A desperate inmate stole an official log book over the weekend and instead of it being filled with a correction officer’s shift notes, he logged it with his own observations as the jail grapples with a staffing crunch that has left residents unsupervised for hours on end, The Post has learned.
“No officer on post. No fan on post. This is outrageous. Something needs to be done. Now!” the prisoner’s first entry in the book, signed “inmate,” states at the top of the page.
“At this time I cannot sleep and it is someone’s birthday today. Still no fan after 3 weeks. I have survived 5 heat waves and 1 heat stroke so far. Apparently there are no working units in the building and I find this hard to believe, very very hard,” the notes read.
The log book was stolen at one of the jail’s housing areas on Saturday when at least 150 officers were working triple shifts, approximately 50 posts were left unmanned and two female guards were sexually assaulted, according to Benny Boscio, the president of the Correction Officers’ Benevolent Association union, and internal records.
“The inmates have taken advantage of our staffing crisis by stealing log books, leaving their cells, and even worse, sexually assaulting our female officers with impunity,” Boscio railed.
“When is Mayor de Blasio going to come to Rikers and see for himself the ticking time bomb that his mismanagement has created?
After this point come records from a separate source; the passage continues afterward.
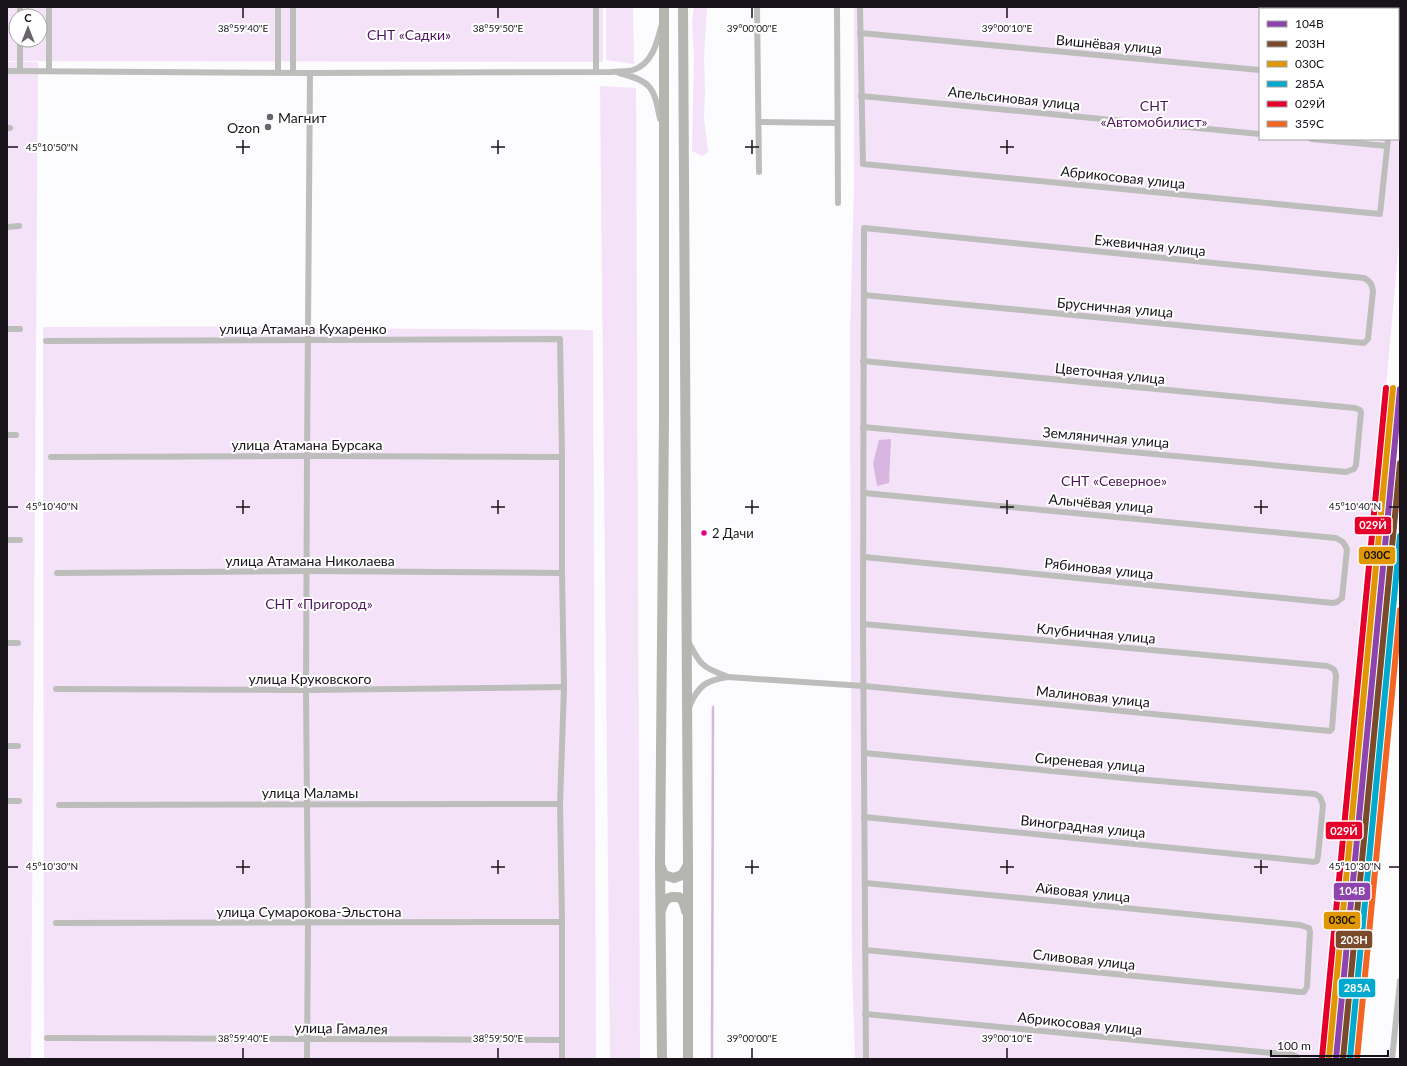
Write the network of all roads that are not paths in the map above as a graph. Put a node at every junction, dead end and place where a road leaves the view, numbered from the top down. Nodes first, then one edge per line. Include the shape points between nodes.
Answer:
1 (49, 7) edge
2 (278, 7) edge
3 (293, 7) edge
4 (596, 7) edge
5 (664, 7) edge
6 (683, 7) edge
7 (757, 7) edge
8 (837, 7) edge
9 (860, 7) edge
10 (1284, 7) edge
11 (1295, 8) edge
12 (664, 19) junction
13 (860, 33) junction
14 (20, 48) edge
15 (1259, 70) edge
16 (7, 71) edge
17 (20, 71) junction
18 (49, 71) junction
19 (278, 72) junction
20 (293, 72) junction
21 (596, 72) junction
22 (611, 72) junction
23 (310, 73) junction
24 (861, 96) junction
25 (759, 122) junction
26 (837, 123) junction
27 (664, 134) junction
28 (1259, 134) edge
29 (1322, 140) edge
30 (1388, 140) edge
31 (1387, 146) junction
32 (758, 172) dead end
33 (838, 203) dead end
34 (7, 226) edge
35 (19, 226) dead end
36 (864, 295) junction
37 (7, 329) edge
38 (20, 329) dead end
39 (309, 340) junction
40 (46, 341) dead end
41 (1364, 343) joint
42 (863, 361) junction
43 (863, 427) junction
44 (7, 435) edge
45 (16, 435) dead end
46 (307, 456) junction
47 (562, 456) junction
48 (51, 457) dead end
49 (1346, 472) joint
50 (864, 493) junction
51 (7, 540) edge
52 (20, 540) dead end
53 (864, 557) junction
54 (308, 571) junction
55 (57, 573) dead end
56 (562, 573) junction
57 (1333, 603) joint
58 (863, 624) junction
59 (686, 636) junction
60 (7, 643) edge
61 (18, 643) dead end
62 (728, 677) junction
63 (864, 686) junction
64 (564, 687) junction
65 (56, 689) dead end
66 (306, 690) junction
67 (687, 714) junction
68 (1319, 730) joint
69 (7, 746) edge
70 (18, 746) dead end
71 (864, 753) junction
72 (1315, 794) joint
73 (7, 802) edge
74 (18, 802) dead end
75 (307, 804) junction
76 (560, 804) junction
77 (59, 805) dead end
78 (864, 817) junction
79 (660, 864) junction
80 (688, 865) junction
81 (865, 883) junction
82 (660, 917) junction
83 (688, 917) junction
84 (562, 922) junction
85 (56, 923) dead end
86 (308, 923) junction
87 (865, 950) junction
88 (1400, 981) edge
89 (1300, 992) joint
90 (865, 1014) junction
91 (47, 1038) dead end
92 (306, 1040) junction
93 (562, 1040) junction
94 (1295, 1057) edge
95 (307, 1059) edge
96 (562, 1059) edge
97 (662, 1059) edge
98 (688, 1059) edge
99 (866, 1059) edge
100 (1392, 1059) edge

1 - 18 street
2 - 19 street
3 - 20 street
4 - 21 street
5 - 12 main road
6 - 59 main road
7 - 25 street
8 - 26 street
9 - 13 street
10 - 11 street
12 - 22 street via 647,62 633,70
12 - 27 main road
13 - 15 street, Вишнёвая улица
13 - 24 street
14 - 17 street
16 - 17 street
17 - 18 street
18 - 19 street
19 - 20 street
20 - 23 street
21 - 22 street
21 - 23 street
22 - 27 street via 632,76 648,86 654,94
23 - 39 street
24 - 28 street, Апельсиновая улица
24 - 31 street, Абрикосовая улица via 863,164 1380,214
25 - 26 street
25 - 32 street
26 - 33 street
27 - 79 main road
29 - 31 street
30 - 31 street
34 - 35 street
36 - 41 street, Брусничная улица
36 - 41 street, Ежевичная улица via 864,228 1364,278 1372,285 1373,291 1368,339
36 - 42 street
37 - 38 street
39 - 40 street, улица Атамана Кухаренко
39 - 46 street
39 - 47 street, улица Атамана Кухаренко via 560,339
42 - 43 street
42 - 49 street, Цветочная улица via 1355,408 1361,412 1356,465 1354,469
43 - 49 street, Земляничная улица
43 - 50 street
44 - 45 street
46 - 47 street, улица Атамана Бурсака
46 - 48 street, улица Атамана Бурсака
46 - 54 street
47 - 56 street
50 - 53 street
50 - 57 street, Алычёвая улица via 1336,538 1343,542 1347,549 1342,598
51 - 52 street
53 - 57 street, Рябиновая улица
53 - 58 street
54 - 55 street, улица Атамана Николаева
54 - 56 street, улица Атамана Николаева
54 - 66 street
56 - 64 street
58 - 63 street
58 - 68 street, Клубничная улица via 1327,666 1333,668 1336,676 1333,724 1330,731
59 - 62 street via 698,661 707,669
59 - 67 main road
60 - 61 street
62 - 63 street, Малиновая улица
62 - 67 street via 714,678 703,685 693,697
63 - 68 street, Малиновая улица
63 - 71 street
64 - 66 street, улица Круковского
64 - 76 street
65 - 66 street, улица Круковского
66 - 75 street
67 - 80 main road
69 - 70 street
71 - 72 street, Сиреневая улица
71 - 78 street
72 - 78 street, Виноградная улица via 1320,797 1323,805 1318,856 1314,862
73 - 74 street
75 - 76 street, улица Маламы
75 - 77 street, улица Маламы
75 - 86 street
76 - 84 street
78 - 81 street
79 - 80 main road via 664,875 674,878 682,875
79 - 82 main road
80 - 83 main road
81 - 87 street
81 - 89 street, Айвовая улица via 1300,925 1309,928 1310,932 1307,987 1304,992
82 - 83 main road via 664,902 674,896 681,899
82 - 97 main road
83 - 98 main road
84 - 86 street, улица Сумарокова-Эльстона
84 - 93 street
85 - 86 street, улица Сумарокова-Эльстона
86 - 92 street
87 - 89 street, Сливовая улица
87 - 90 street
88 - 100 street
90 - 94 street, Абрикосовая улица
90 - 99 street
91 - 92 street, улица Гамалея
92 - 93 street, улица Гамалея
92 - 95 street
93 - 96 street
How many more COs have to be assaulted and how many more mishaps have to happen before he restores law and order in our jails?” he asked.
A spokesperson for de Blasio didn’t return a request for comment but the lame-duck mayor noted earlier this month there are “real issues” at the DOC that need “to be addressed.”
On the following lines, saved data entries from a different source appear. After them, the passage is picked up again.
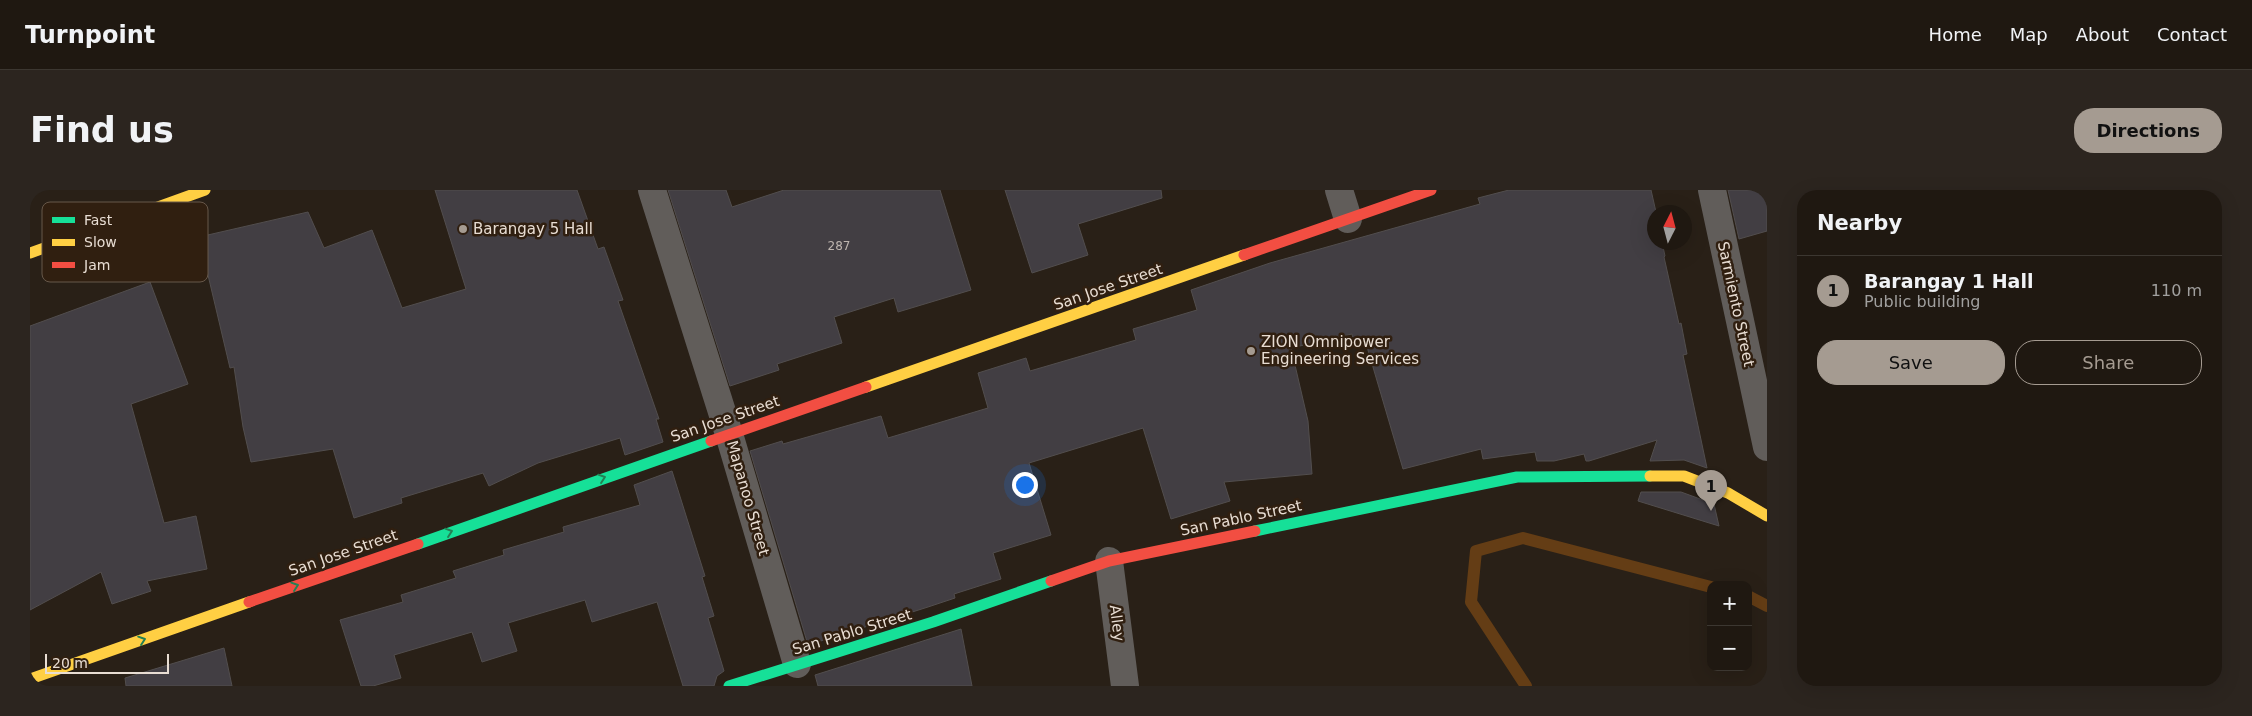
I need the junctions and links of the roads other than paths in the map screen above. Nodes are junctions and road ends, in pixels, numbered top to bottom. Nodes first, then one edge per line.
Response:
1 (205, 190) edge
2 (652, 190) edge
3 (1339, 190) edge
4 (1431, 190) edge
5 (1712, 190) edge
6 (171, 202) edge
7 (1348, 220) junction
8 (42, 248) edge
9 (30, 252) edge
10 (729, 434) junction
11 (1767, 447) edge
12 (1767, 516) edge
13 (1109, 561) junction
14 (797, 664) junction
15 (30, 679) edge
16 (729, 686) edge
17 (1125, 686) edge

1 - 6 main road
2 - 10 street, Mapanoo Street
3 - 7 street
4 - 7 main road, San Jose Street
5 - 11 street, Sarmiento Street
7 - 10 main road, San Jose Street
8 - 9 main road
10 - 14 street, Mapanoo Street
15 -> 10 main road, San Jose Street
12 - 13 main road, San Pablo Street
13 - 14 main road, San Pablo Street
13 - 17 street, Alley
14 - 16 main road, San Pablo Street

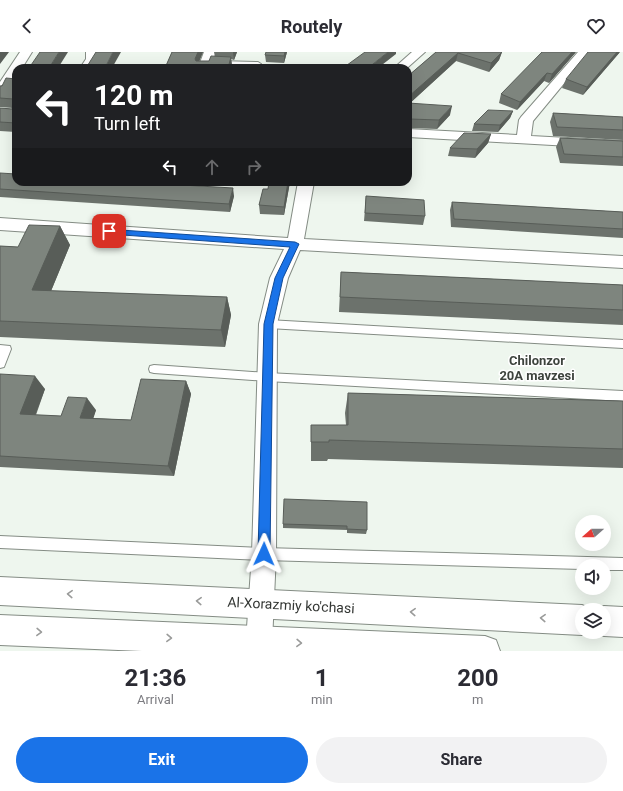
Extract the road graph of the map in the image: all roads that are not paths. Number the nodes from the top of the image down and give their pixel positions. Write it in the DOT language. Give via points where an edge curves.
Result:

Prior to the COVID-19 pandemic, triple shifts were a “rare occurrence” that were only seen during extreme weather events and while there are hundreds of officer posts dotted around the sprawling jail complex, any station that’s left unmanned is a problem, union officials said.
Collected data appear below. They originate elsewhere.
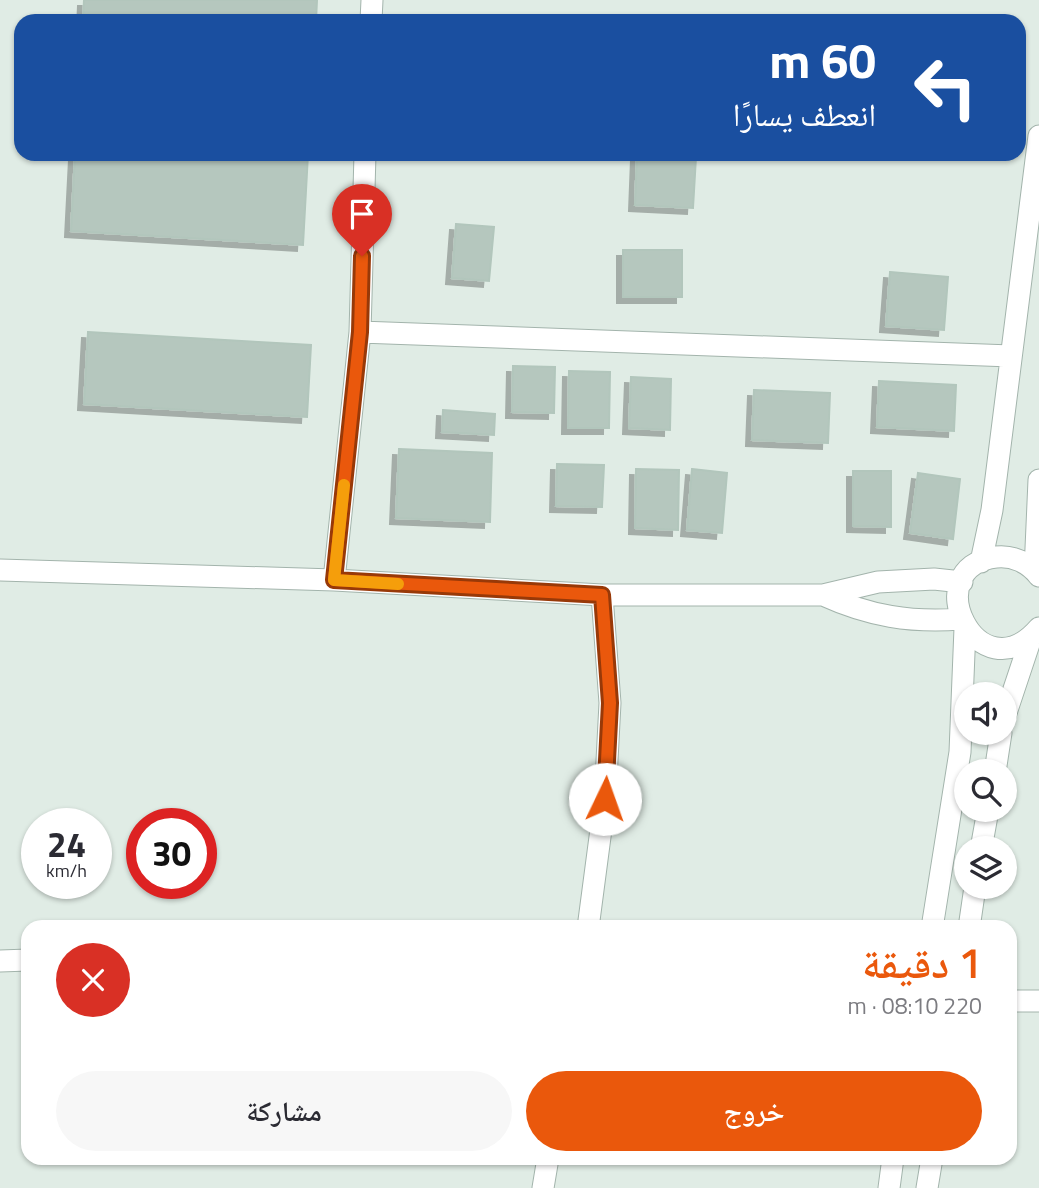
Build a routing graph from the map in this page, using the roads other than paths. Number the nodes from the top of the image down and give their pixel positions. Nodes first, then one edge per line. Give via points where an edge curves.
1 (1032, 141) edge
2 (365, 161) edge
3 (360, 332) junction
4 (1011, 356) junction
5 (1039, 480) edge
6 (981, 562) junction
7 (0, 570) edge
8 (1038, 574) edge
9 (334, 580) junction
10 (961, 582) junction
11 (602, 595) junction
12 (823, 596) junction
13 (963, 624) junction
14 (1035, 633) edge
15 (1017, 683) edge
16 (974, 899) edge
17 (589, 920) edge
18 (933, 920) edge
19 (971, 920) edge
20 (21, 960) edge
21 (0, 961) edge
22 (1017, 1001) edge
23 (1039, 1001) edge
24 (547, 1165) edge
25 (893, 1165) edge
26 (931, 1165) edge
27 (543, 1188) edge
28 (889, 1188) edge
29 (927, 1188) edge

1 - 4 street
2 - 3 street
3 - 4 street
3 - 9 street
4 - 6 street
5 - 8 street
6 - 8 street via 1010,557
6 - 10 street
7 - 9 street
9 - 11 street
10 - 12 street via 878,582
10 - 13 street via 957,607
11 - 12 street
11 - 17 street via 610,703 605,799
12 - 13 street via 904,620
13 - 14 street via 974,637 996,647 1008,647
13 - 18 street via 960,752
14 - 15 street
16 - 19 street
20 - 21 street
22 - 23 street
24 - 27 street
25 - 28 street
26 - 29 street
“The reality is, every post should be manned at all times, having one or two or three unmanned posts is a problem. Having over 50 is a crisis,” Boscio told The Post.
“Right now, the inmates are running the jails,” added Patrick Ferraiuolo, the president of the Correction Captains’ Association.
“The public has to know about this and the mayor’s office has to be put on notice. If he doesn’t do anything really soon, something really serious is going to happen.”
The union heads said this wasn’t just a bad weekend — triple shifts and unmanned posts are now a regular occurrence after more than 1,000 correction officers and 200 captains resigned over the last two years.
Ferraiuolo explained part of the problem is, small groups of inmates are being spread across the sprawling complex in housing areas that can fit many more charges, making it difficult to patrol every nook and cranny with a reduced staff.
Amid the chaos, the inmate made about a half dozen entries in the book between 1 a.m. and 4 a.m. Saturday night and detailed a series of complaints and issues the charges were facing.
At 1:15 a.m., the dutiful inmate noted there were “14 live breathing bodies” in the housing area and one appeared to be “dying from heat stroke.”
“Still no officer on post. Still no fan on post… no fresh air in 2 months. Still no tables. Still no black ops 2. Still no commissary. Out of stock… everything out of stock. Inmate denied visit and still no barber shop. No programs at this time.”
Fifteen minutes later at 1:30 a.m., the inmate lamented there was “Still no CO on post” and “1 dead body” in the housing area.
“Still no mail and no mental health. Called 614 for clinic and didnt go. Called 311 for fans and still no f–king fan,” the log reads.
Another quarter of an hour later, the log stated the “dead body” had been “removed.”
When asked about the stolen log book and the inmate’s claim about a dead charge, Ferraiuolo said no inmate died on Saturday, but during a similar situation last month at the Anna M. Kross Center, an inmate did die from a drug overdose when a housing area was left unsupervised.
The DOC didn’t return The Post’s request for comment seeking more information on both incidents and the stolen log book.
Around 2:30 a.m. on Saturday, the inmate wrapped up his entries by complaining there is “No TV or PS4 remotes. Still no f–king cheese. Still no doritos.” He then referenced two people who he wants out from behind bars. “Free Speedy Free JK aka JayQue,” the entry states.
The final log, apparently made later that day around 1:51 p.m., states there was “still no officer on the floor.”
“All inmates are stressed… No officer for 2 days,” the log states.
“Department of Corrections needs to get it together. Please!!”